March 1968 was battle for 'uncensored independence': president
PR dla Zagranicy
Victoria Bieniek
08.03.2018 14:59
Anti-communist student protests in March 1968 were a battle for uncensored Polish independence, Polish President Andrzej Duda has said as the country marks exactly 50 years since the demonstrations, which were brutally quashed by the authorities.
Andrzej Duda. Photo: PAP/Adam Guz.
Speaking during official commemorations at Warsaw University, Duda said that 2018 would see two major anniversaries: the centenary of Polish independence, gained after the end of World War I, and the 50th anniversary of March 1968.
March 1968 saw nationwide student demonstrations against media censorship amid calls for academic freedoms.
“I’m not sure if that student movement of 1968 was influenced by the 50th anniversary of regained Polish independence … but without a doubt it was a fight for uncensored independence,” Duda said.

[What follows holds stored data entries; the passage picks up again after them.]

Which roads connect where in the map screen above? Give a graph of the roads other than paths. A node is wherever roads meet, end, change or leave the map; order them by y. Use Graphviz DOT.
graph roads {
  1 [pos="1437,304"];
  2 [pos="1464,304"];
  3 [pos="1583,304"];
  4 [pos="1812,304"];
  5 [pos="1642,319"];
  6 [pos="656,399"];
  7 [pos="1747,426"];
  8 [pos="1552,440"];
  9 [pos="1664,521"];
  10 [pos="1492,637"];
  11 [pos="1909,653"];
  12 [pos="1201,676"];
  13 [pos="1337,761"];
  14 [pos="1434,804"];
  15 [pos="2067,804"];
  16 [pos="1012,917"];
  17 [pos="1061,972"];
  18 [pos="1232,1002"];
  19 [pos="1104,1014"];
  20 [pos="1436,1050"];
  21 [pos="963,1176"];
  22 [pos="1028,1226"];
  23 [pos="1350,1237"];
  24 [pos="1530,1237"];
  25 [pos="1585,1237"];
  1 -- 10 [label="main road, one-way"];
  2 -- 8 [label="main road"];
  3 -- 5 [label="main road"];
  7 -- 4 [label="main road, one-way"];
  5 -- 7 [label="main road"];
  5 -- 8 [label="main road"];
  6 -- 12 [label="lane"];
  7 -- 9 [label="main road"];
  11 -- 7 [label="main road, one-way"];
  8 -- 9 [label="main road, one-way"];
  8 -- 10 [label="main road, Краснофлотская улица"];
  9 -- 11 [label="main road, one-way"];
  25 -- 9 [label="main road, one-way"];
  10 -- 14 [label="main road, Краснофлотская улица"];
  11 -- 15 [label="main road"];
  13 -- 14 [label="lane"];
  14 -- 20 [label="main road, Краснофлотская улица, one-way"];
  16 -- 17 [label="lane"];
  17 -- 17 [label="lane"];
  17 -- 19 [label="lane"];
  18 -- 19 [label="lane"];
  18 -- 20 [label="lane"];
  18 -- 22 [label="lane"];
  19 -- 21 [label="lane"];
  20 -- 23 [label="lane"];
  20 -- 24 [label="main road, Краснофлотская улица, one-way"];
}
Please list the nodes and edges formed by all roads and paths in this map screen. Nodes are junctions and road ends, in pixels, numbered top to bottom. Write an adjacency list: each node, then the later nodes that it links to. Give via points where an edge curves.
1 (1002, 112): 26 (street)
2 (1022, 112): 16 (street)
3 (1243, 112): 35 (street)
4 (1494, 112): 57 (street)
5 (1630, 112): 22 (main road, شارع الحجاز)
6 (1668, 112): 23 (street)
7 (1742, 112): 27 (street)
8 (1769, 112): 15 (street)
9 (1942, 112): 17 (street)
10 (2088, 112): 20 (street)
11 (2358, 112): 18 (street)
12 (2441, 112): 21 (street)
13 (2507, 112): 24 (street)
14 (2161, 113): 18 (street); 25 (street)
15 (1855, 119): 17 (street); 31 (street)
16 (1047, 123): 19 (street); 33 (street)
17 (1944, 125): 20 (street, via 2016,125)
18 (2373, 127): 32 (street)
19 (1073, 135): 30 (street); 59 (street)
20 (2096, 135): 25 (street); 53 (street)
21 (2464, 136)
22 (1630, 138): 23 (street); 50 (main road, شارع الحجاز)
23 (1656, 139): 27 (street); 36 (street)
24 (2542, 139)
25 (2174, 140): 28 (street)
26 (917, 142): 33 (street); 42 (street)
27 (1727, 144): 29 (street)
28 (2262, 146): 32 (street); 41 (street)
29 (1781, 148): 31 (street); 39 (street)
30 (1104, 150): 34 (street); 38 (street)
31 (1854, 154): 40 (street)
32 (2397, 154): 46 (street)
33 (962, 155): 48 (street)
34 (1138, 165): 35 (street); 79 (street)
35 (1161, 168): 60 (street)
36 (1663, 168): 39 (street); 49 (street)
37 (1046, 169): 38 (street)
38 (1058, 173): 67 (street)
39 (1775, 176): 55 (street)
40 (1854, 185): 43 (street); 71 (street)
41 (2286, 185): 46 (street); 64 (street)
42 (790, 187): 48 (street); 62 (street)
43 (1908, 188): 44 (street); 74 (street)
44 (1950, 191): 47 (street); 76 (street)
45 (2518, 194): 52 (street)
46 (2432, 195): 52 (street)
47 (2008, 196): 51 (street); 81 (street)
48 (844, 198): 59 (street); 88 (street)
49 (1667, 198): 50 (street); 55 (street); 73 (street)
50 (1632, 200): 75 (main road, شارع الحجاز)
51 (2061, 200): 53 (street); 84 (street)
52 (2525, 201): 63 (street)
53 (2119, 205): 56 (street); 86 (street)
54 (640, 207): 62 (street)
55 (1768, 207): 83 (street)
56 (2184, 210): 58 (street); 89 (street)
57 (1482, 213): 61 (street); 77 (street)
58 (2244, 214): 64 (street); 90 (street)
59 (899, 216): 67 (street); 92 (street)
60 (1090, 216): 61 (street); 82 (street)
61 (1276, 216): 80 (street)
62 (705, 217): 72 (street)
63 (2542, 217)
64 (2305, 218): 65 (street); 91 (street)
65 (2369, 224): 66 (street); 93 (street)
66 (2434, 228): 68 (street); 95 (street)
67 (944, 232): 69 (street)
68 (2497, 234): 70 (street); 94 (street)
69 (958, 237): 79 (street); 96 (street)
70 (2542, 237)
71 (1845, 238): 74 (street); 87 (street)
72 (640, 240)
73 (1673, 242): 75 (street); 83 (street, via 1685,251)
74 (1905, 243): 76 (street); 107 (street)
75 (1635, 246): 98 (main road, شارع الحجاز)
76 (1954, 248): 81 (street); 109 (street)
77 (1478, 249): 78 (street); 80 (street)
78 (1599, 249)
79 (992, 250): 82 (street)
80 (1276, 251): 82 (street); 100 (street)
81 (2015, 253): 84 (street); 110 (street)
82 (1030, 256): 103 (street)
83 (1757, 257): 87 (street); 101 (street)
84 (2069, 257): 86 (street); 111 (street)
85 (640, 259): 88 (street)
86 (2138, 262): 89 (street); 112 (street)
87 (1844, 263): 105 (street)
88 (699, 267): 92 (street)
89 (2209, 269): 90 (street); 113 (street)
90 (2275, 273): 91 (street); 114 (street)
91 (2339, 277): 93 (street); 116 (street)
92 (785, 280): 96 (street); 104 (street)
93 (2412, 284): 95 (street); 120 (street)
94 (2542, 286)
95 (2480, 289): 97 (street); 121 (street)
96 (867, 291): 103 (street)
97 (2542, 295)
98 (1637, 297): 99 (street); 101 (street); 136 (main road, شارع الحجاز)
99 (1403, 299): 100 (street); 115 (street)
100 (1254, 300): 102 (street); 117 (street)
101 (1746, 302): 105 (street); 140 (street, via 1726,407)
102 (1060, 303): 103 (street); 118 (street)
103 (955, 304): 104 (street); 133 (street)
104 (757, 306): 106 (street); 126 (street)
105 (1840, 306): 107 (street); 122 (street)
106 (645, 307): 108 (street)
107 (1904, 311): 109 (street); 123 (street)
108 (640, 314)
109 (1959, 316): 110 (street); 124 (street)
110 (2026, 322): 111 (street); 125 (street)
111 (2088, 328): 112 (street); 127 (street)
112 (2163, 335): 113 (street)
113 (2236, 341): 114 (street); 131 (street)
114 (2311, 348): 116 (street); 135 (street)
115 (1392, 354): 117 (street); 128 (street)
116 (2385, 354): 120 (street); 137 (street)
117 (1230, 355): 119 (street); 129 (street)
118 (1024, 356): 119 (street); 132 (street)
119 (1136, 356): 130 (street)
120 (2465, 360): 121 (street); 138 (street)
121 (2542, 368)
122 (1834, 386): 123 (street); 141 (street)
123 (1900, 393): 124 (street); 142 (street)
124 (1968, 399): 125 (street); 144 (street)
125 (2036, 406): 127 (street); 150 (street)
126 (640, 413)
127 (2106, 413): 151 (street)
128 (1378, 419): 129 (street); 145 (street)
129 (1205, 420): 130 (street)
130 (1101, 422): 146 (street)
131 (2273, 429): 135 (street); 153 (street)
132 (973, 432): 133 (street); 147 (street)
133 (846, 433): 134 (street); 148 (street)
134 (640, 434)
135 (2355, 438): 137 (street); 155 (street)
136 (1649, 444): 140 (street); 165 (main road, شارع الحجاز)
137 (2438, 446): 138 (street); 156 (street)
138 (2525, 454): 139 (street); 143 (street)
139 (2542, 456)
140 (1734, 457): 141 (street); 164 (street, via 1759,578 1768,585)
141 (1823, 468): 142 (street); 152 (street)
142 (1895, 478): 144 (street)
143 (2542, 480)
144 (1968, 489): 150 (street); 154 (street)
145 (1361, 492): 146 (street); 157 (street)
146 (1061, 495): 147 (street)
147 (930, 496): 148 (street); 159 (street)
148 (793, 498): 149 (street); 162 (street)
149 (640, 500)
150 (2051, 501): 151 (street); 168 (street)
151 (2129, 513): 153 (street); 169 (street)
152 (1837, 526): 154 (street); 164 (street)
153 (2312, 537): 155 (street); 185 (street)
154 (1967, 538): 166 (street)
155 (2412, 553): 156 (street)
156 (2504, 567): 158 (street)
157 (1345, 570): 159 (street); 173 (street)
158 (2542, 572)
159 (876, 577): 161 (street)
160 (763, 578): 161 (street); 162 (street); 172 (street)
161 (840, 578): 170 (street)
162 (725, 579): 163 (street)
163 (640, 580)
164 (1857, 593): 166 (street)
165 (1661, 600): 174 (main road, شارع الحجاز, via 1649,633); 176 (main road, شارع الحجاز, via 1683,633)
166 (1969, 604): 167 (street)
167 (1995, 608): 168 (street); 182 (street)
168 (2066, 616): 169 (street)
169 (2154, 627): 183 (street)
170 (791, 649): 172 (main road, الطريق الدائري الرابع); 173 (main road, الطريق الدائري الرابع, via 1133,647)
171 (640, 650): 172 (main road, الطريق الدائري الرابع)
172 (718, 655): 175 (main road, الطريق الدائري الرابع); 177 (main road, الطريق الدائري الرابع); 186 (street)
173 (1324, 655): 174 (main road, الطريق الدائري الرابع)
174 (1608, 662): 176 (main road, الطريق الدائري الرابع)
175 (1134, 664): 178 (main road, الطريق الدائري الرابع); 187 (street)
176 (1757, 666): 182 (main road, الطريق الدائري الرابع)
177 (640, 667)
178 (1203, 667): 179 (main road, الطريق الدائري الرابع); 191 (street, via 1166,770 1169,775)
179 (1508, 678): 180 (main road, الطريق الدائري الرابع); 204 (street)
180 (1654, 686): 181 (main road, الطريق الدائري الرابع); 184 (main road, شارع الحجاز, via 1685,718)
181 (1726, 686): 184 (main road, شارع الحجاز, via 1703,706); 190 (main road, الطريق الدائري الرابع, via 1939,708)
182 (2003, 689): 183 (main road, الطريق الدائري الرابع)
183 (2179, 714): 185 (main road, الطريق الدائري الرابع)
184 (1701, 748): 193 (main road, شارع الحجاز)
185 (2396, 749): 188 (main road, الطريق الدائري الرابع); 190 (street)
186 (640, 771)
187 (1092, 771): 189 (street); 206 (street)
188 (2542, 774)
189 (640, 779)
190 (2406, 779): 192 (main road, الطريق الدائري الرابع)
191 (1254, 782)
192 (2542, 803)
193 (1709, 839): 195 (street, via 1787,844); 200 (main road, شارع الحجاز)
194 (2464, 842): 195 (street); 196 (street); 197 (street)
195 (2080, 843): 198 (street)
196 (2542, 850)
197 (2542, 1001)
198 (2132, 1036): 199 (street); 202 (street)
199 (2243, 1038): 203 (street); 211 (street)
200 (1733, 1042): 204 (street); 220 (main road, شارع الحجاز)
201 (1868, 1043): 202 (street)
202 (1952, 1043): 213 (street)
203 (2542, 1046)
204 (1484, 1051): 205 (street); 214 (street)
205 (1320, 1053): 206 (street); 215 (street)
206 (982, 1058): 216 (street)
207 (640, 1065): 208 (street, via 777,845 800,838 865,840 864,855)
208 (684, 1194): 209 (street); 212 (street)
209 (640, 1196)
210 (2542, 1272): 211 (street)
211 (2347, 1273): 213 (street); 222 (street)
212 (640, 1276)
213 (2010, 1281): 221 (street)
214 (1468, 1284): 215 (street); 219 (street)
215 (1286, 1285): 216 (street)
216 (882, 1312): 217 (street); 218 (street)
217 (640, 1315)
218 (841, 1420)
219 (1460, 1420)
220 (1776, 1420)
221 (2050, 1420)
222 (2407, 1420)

“In those days [Poland] was not fully independent, there was censorship in those days – completely different to today. Today Poland is independent, today there is no censorship, today there is bread and freedom and everything that my parents' and grandparents' generations fought for,” he added.
Duda’s speech was interrupted by a group of anti-government protestors bearing a sign which read “My homeland is humanity”. They chanted “there is no bread without freedom” and “constitution”.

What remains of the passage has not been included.